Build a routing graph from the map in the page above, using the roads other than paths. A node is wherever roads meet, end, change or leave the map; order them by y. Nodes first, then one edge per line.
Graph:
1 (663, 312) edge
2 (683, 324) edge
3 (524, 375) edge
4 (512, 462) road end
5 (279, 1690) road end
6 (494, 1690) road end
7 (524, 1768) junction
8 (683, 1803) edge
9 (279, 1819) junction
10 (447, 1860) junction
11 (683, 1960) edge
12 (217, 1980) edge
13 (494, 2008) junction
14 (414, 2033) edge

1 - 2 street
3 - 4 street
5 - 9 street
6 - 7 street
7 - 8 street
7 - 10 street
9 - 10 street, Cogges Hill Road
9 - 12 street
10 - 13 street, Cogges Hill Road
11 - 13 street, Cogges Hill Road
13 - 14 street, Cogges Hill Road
┄┄┄┄┄┄┄┄┄┄
(Task instructions)
Please write out the records from above, keeping every line exact.

(Solved problem)
Build a routing graph from the map in the page above, using the roads other than paths. A node is wherever roads meet, end, change or leave the map; order them by y. Nodes first, then one edge per line.
Graph:
1 (663, 312) edge
2 (683, 324) edge
3 (524, 375) edge
4 (512, 462) road end
5 (279, 1690) road end
6 (494, 1690) road end
7 (524, 1768) junction
8 (683, 1803) edge
9 (279, 1819) junction
10 (447, 1860) junction
11 (683, 1960) edge
12 (217, 1980) edge
13 (494, 2008) junction
14 (414, 2033) edge

1 - 2 street
3 - 4 street
5 - 9 street
6 - 7 street
7 - 8 street
7 - 10 street
9 - 10 street, Cogges Hill Road
9 - 12 street
10 - 13 street, Cogges Hill Road
11 - 13 street, Cogges Hill Road
13 - 14 street, Cogges Hill Road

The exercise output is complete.